═════ DATA IN THIS EXERCISE ═════

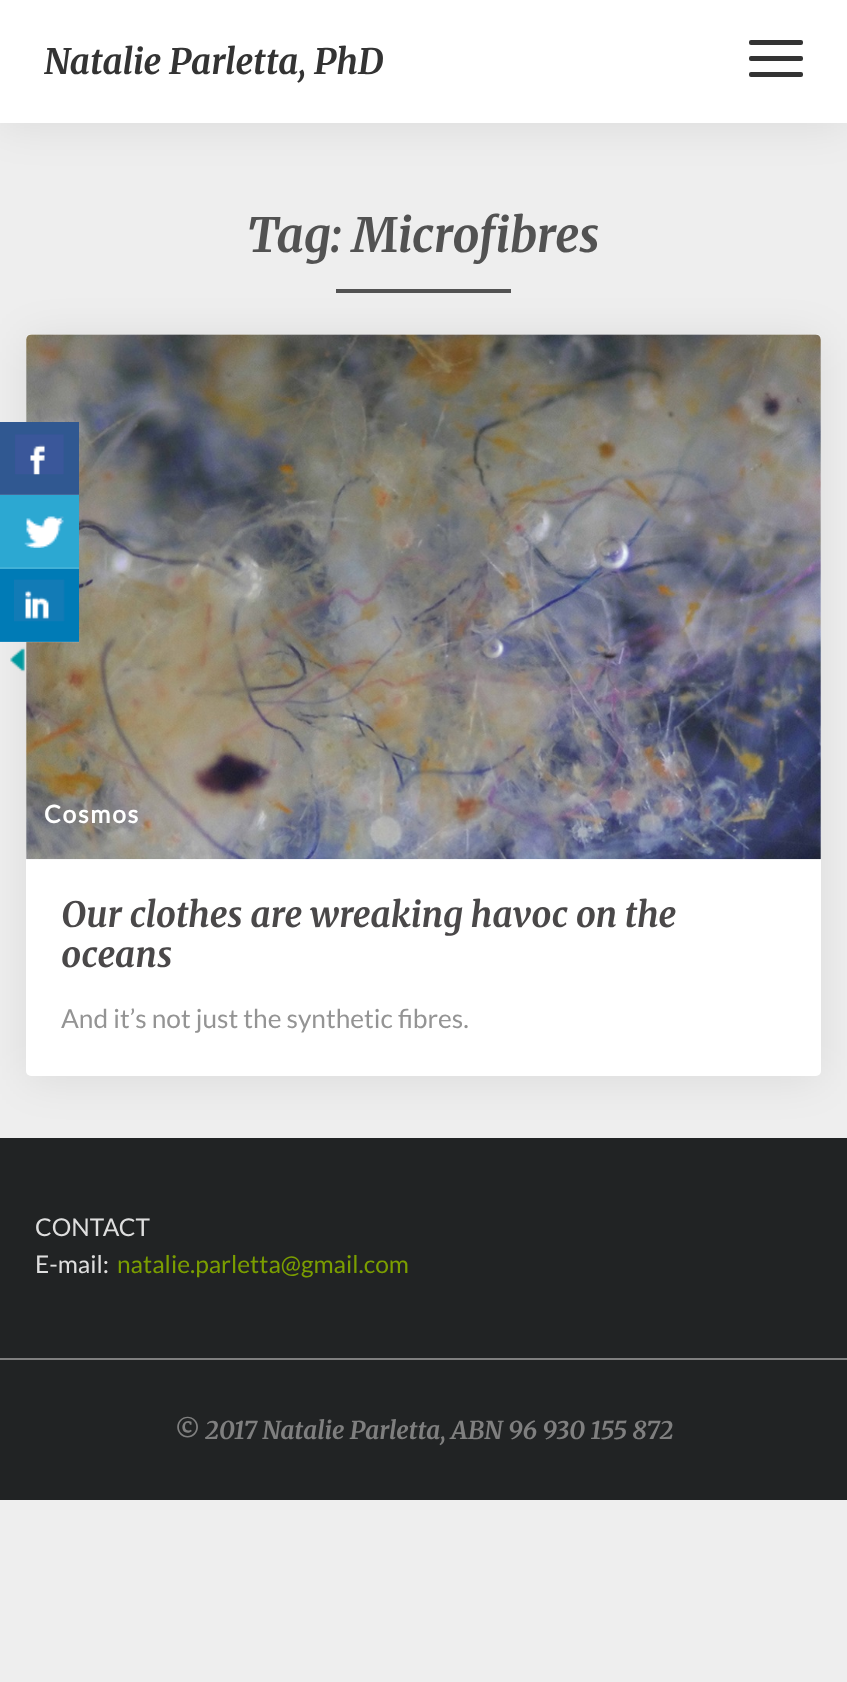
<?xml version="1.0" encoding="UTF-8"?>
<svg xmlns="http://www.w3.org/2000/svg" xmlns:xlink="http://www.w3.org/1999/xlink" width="847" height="1682">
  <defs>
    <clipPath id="clip1"><path d="M 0 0 h 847 v 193 h -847 z m 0 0 h 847 v 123 h -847 z" clip-rule="evenodd" /></clipPath>
  </defs>
  <rect width="100%" height="100%" fill="#eeeeee" />
  <rect width="847" height="123" fill="#ffffff" />
  <g clip-path="url(#clip1)">
    <rect y="4" width="847" height="122" fill="#000000" fill-opacity="0.08" filter="blur(22px)" />
  </g>
  <rect x="749" y="40" width="54" height="5" rx="2" fill="#333333" />
  <rect x="749" y="56" width="54" height="5" rx="2" fill="#333333" />
  <rect x="749" y="72" width="54" height="5" rx="2" fill="#333333" />
  <rect x="336" y="289" width="175" height="4" fill="#525252" />
  <rect y="1138" width="847" height="220" fill="#212324" />
  <rect x="26" y="338" width="795" height="742" rx="5" fill="#000000" fill-opacity="0.08" filter="blur(22px)" />
  <rect x="26" y="334" width="795" height="742" rx="5" fill="#ffffff" />
  <image x="26" y="334" width="795" height="526" xlink:href="image1.png" />
  <rect y="1360" width="847" height="140" fill="#212324" />
  <rect y="1358" width="847" height="2" fill="#7f7f7f" />
  <rect y="422" width="79" height="73" fill="#305891" />
  <rect y="494" width="79" height="1" fill="#ffffff" fill-opacity="0.1" />
  <image x="15" y="434" width="49" height="41" xlink:href="image2.png" />
  <rect y="495" width="79" height="72" fill="#2ca8d2" />
  <rect y="567" width="79" height="2" fill="#41b1d7" />
  <image x="24" y="516" width="40" height="32" xlink:href="image3.png" />
  <rect y="569" width="79" height="73" fill="#007bb6" />
  <rect y="641" width="79" height="2" fill="#ffffff" fill-opacity="0.1" />
  <image x="14" y="579" width="51" height="43" xlink:href="image4.png" />
  <image x="10" y="647" width="15" height="25" xlink:href="image5.png" />
  <text x="44" y="74" style="font-family: Merriweather; font-size: 35px; font-weight: 300; font-style: italic; fill: #333333">Natalie Parletta, PhD</text>
  <text x="247" y="252" style="font-family: Merriweather; font-size: 47.25px; font-weight: 300; font-style: italic; fill: #525252">Tag: Microfibres</text>
  <text x="44" y="823" style="font-family: Lato; font-size: 24.5px; font-weight: bold; letter-spacing: 1.75px; fill: #ffffff">Cosmos</text>
  <text x="61" y="927" style="font-family: Merriweather; font-size: 35px; font-weight: 300; font-style: italic; fill: #4a4849">Our clothes are wreaking havoc on the</text>
  <text x="61" y="967" style="font-family: Merriweather; font-size: 35px; font-weight: 300; font-style: italic; fill: #4a4849">oceans</text>
  <text x="61" y="1028" style="font-family: Lato; font-size: 26.25px; fill: #949494">And it’s not just the synthetic fibres.</text>
  <text x="35" y="1236" style="font-family: Lato; font-size: 24.5px; fill: #dedede">CONTACT</text>
  <text x="35" y="1273" style="font-family: Lato; font-size: 24.5px; fill: #dedede">E-mail:</text>
  <text x="117" y="1273" style="font-family: Lato; font-size: 24.5px; fill: #7b9e00">natalie.parletta@gmail.com</text>
  <text x="174" y="1439" style="font-family: Merriweather; font-size: 24.5px; font-weight: 300; font-style: italic; fill: #7f7f7f">© 2017 Natalie Parletta, ABN 96 930 155 872</text>
</svg>
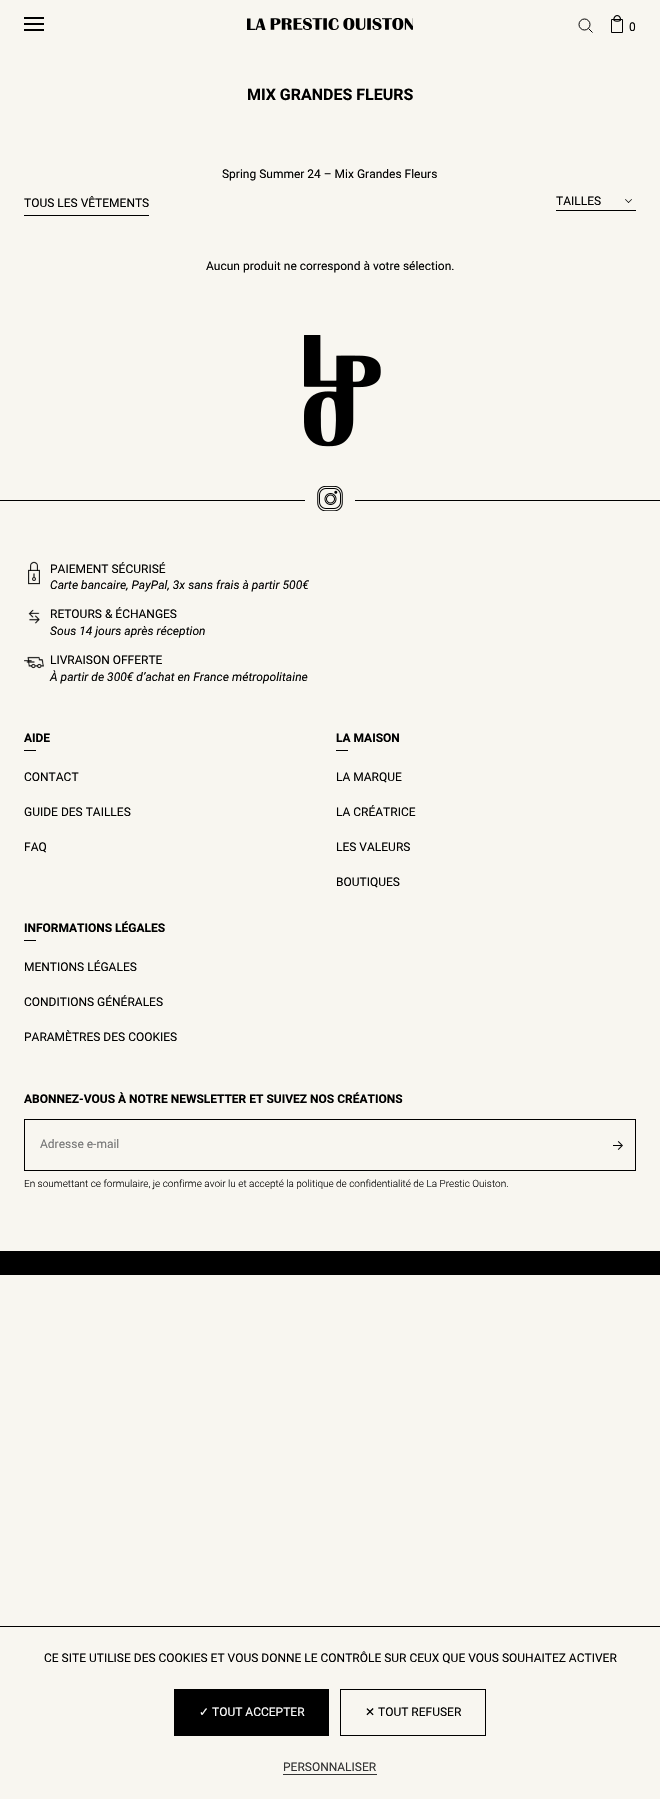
void draw(SkCanvas* canvas) {
	SkPaint paint;
	paint.setAntiAlias(true);
	auto svgPath = [&](const char* data, bool evenOdd = false) {
		SkPath result = *SkParsePath::FromSVGString(data);
		if (evenOdd) result.setFillType(SkPathFillType::kEvenOdd);
		return result;
	};
	canvas->clear(0xfff8f6f0);
	paint.setColor(0xff000000);
	canvas->drawRect(SkRect::MakeXYWH(24, 23, 20, 2), paint);
	canvas->drawRect(SkRect::MakeXYWH(24, 17, 20, 2), paint);
	canvas->drawRect(SkRect::MakeXYWH(24, 29, 20, 2), paint);
	canvas->drawImageRect(SkImages::DeferredFromEncodedData(SkData::MakeFromFileName("img1.png")), SkRect::MakeXYWH(247, 18, 166, 12), SkSamplingOptions());
	paint.setStroke(true);
	paint.setStrokeWidth(1);
	canvas->drawCircle(584.5, 24.5, 5.5, paint);
	canvas->drawPath(svgPath("M588.5 28.5L592.5 32.5"), paint);
	canvas->drawImageRect(SkImages::DeferredFromEncodedData(SkData::MakeFromFileName("img2.png")), SkRect::MakeXYWH(611, 15, 12, 18), SkSamplingOptions());
	SkFont f1(fontMgr->matchFamilyStyle("Roboto", SkFontStyle::Normal()), 12);
	f1.setSubpixel(true);
	paint.setStroke(false);
	canvas->drawString("0", 629, 31, f1, paint);
	SkFont f2(fontMgr->matchFamilyStyle("Roboto", SkFontStyle::Bold()), 16);
	f2.setSubpixel(true);
	canvas->drawString("MIX GRANDES FLEURS", 247, 100, f2, paint);
	canvas->drawString("Spring Summer 24 – Mix Grandes Fleurs", 222, 178, f1, paint);
	canvas->drawRect(SkRect::MakeXYWH(24, 215, 125, 1), paint);
	canvas->drawString("TOUS LES VÊTEMENTS", 24, 207, f1, paint);
	canvas->drawRect(SkRect::MakeXYWH(556, 210, 80, 1), paint);
	canvas->drawString("TAILLES", 556, 205, f1, paint);
	canvas->drawPath(svgPath("M631.5 199L632 199.5L628.5 203L628 202.5Z"), paint);
	canvas->drawPath(svgPath("M625.5 199L629 202.5L628.5 203L625 199.5Z"), paint);
	canvas->drawString("Aucun produit ne correspond à votre sélection.", 206, 270, f1, paint);
	canvas->drawImageRect(SkImages::DeferredFromEncodedData(SkData::MakeFromFileName("img3.png")), SkRect::MakeXYWH(304, 335, 77, 112), SkSamplingOptions());
	canvas->drawRect(SkRect::MakeXYWH(0, 500, 660, 1), paint);
	canvas->drawRect(SkRect::MakeXYWH(0, 1251, 660, 24), paint);
	paint.setColor(0xfff8f6f0);
	canvas->drawRect(SkRect::MakeXYWH(305, 500, 50, 1), paint);
	canvas->drawImageRect(SkImages::DeferredFromEncodedData(SkData::MakeFromFileName("img4.png")), SkRect::MakeXYWH(317, 486, 26, 25), SkSamplingOptions());
	canvas->drawImageRect(SkImages::DeferredFromEncodedData(SkData::MakeFromFileName("img5.png")), SkRect::MakeXYWH(28, 561, 12, 24), SkSamplingOptions());
	paint.setColor(0xff000000);
	canvas->drawString("PAIEMENT SÉCURISÉ", 50, 573, f1, paint);
	SkFont f3(fontMgr->matchFamilyStyle("Roboto", SkFontStyle::Italic()), 12);
	f3.setSubpixel(true);
	canvas->drawString("Carte bancaire, PayPal, 3x sans frais à partir 500€", 50, 589, f3, paint);
	canvas->drawImageRect(SkImages::DeferredFromEncodedData(SkData::MakeFromFileName("img6.png")), SkRect::MakeXYWH(28, 609, 12, 15), SkSamplingOptions());
	canvas->drawString("RETOURS & ÉCHANGES", 50, 618, f1, paint);
	canvas->drawString("Sous 14 jours après réception", 50, 635, f3, paint);
	canvas->drawImageRect(SkImages::DeferredFromEncodedData(SkData::MakeFromFileName("img7.png")), SkRect::MakeXYWH(24, 656, 20, 13), SkSamplingOptions());
	canvas->drawString("LIVRAISON OFFERTE", 50, 664, f1, paint);
	canvas->drawString("À partir de 300€ d’achat en France métropolitaine", 50, 681, f3, paint);
	SkFont f4(fontMgr->matchFamilyStyle("Roboto", SkFontStyle::Bold()), 12);
	f4.setSubpixel(true);
	canvas->drawString("AIDE", 24, 742, f4, paint);
	canvas->drawRect(SkRect::MakeXYWH(24, 750, 12, 1), paint);
	canvas->drawString("CONTACT", 24, 781, f1, paint);
	canvas->drawString("GUIDE DES TAILLES", 24, 816, f1, paint);
	canvas->drawString("FAQ", 24, 851, f1, paint);
	canvas->drawString("LA MAISON", 336, 742, f4, paint);
	canvas->drawRect(SkRect::MakeXYWH(336, 750, 12, 1), paint);
	canvas->drawString("LA MARQUE", 336, 781, f1, paint);
	canvas->drawString("LA CRÉATRICE", 336, 816, f1, paint);
	canvas->drawString("LES VALEURS", 336, 851, f1, paint);
	canvas->drawString("BOUTIQUES", 336, 886, f1, paint);
	canvas->drawString("INFORMATIONS LÉGALES", 24, 932, f4, paint);
	canvas->drawRect(SkRect::MakeXYWH(24, 940, 12, 1), paint);
	canvas->drawString("MENTIONS LÉGALES", 24, 971, f1, paint);
	canvas->drawString("CONDITIONS GÉNÉRALES", 24, 1006, f1, paint);
	canvas->drawString("PARAMÈTRES DES COOKIES", 24, 1041, f1, paint);
	canvas->drawString("ABONNEZ-VOUS À NOTRE NEWSLETTER ET SUIVEZ NOS CRÉATIONS", 24, 1103, f4, paint);
	paint.setStroke(true);
	canvas->drawRect(SkRect::MakeXYWH(24.5, 1119.5, 611, 51), paint);
	paint.setStroke(false);
	paint.setColor(0xff757575);
	canvas->drawString("Adresse e-mail", 40, 1148, f1, paint);
	canvas->drawImageRect(SkImages::DeferredFromEncodedData(SkData::MakeFromFileName("img8.png")), SkRect::MakeXYWH(613, 1141, 10, 9), SkSamplingOptions());
	SkFont f5(fontMgr->matchFamilyStyle("Roboto", SkFontStyle(300, SkFontStyle::kNormal_Width, SkFontStyle::kUpright_Slant)), 10);
	f5.setSubpixel(true);
	paint.setColor(0xff000000);
	canvas->drawString("En soumettant ce formulaire, je confirme avoir lu et accepté la politique de confidentialité de La Prestic Ouiston.", 24, 1187, f5, paint);
	canvas->drawRect(SkRect::MakeXYWH(0, 1626, 660, 1), paint);
	canvas->drawString("CE SITE UTILISE DES COOKIES ET VOUS DONNE LE CONTRÔLE SUR CEUX QUE VOUS SOUHAITEZ ACTIVER", 44, 1662, f1, paint);
	canvas->drawRect(SkRect::MakeXYWH(174, 1689, 155, 47), paint);
	SkFont f6(fontMgr->matchFamilyStyle("DejaVu Sans", SkFontStyle::Normal()), 12);
	f6.setSubpixel(true);
	paint.setColor(0xffffffff);
	canvas->drawString("✓", 199, 1716, f6, paint);
	canvas->drawString("TOUT ACCEPTER", 212, 1716, f1, paint);
	paint.setStroke(true);
	paint.setColor(0xff000000);
	canvas->drawRect(SkRect::MakeXYWH(340.5, 1689.5, 145, 46), paint);
	paint.setStroke(false);
	canvas->drawString("✕", 365, 1716, f6, paint);
	canvas->drawString("TOUT REFUSER", 378, 1716, f1, paint);
	paint.setColor(0xff333333);
	canvas->drawRect(SkRect::MakeXYWH(283, 1774, 94, 1), paint);
	canvas->drawString("PERSONNALISER", 283, 1771, f1, paint);
}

═════

**EXERCISE REQUIREMENTS**
What you return must be the lines above that run from the line with "664, f1, paint);" to the line with "886, f1, paint);", inclusive, each copied exactly.

**TASK ANSWER**
	canvas->drawString("LIVRAISON OFFERTE", 50, 664, f1, paint);
	canvas->drawString("À partir de 300€ d’achat en France métropolitaine", 50, 681, f3, paint);
	SkFont f4(fontMgr->matchFamilyStyle("Roboto", SkFontStyle::Bold()), 12);
	f4.setSubpixel(true);
	canvas->drawString("AIDE", 24, 742, f4, paint);
	canvas->drawRect(SkRect::MakeXYWH(24, 750, 12, 1), paint);
	canvas->drawString("CONTACT", 24, 781, f1, paint);
	canvas->drawString("GUIDE DES TAILLES", 24, 816, f1, paint);
	canvas->drawString("FAQ", 24, 851, f1, paint);
	canvas->drawString("LA MAISON", 336, 742, f4, paint);
	canvas->drawRect(SkRect::MakeXYWH(336, 750, 12, 1), paint);
	canvas->drawString("LA MARQUE", 336, 781, f1, paint);
	canvas->drawString("LA CRÉATRICE", 336, 816, f1, paint);
	canvas->drawString("LES VALEURS", 336, 851, f1, paint);
	canvas->drawString("BOUTIQUES", 336, 886, f1, paint);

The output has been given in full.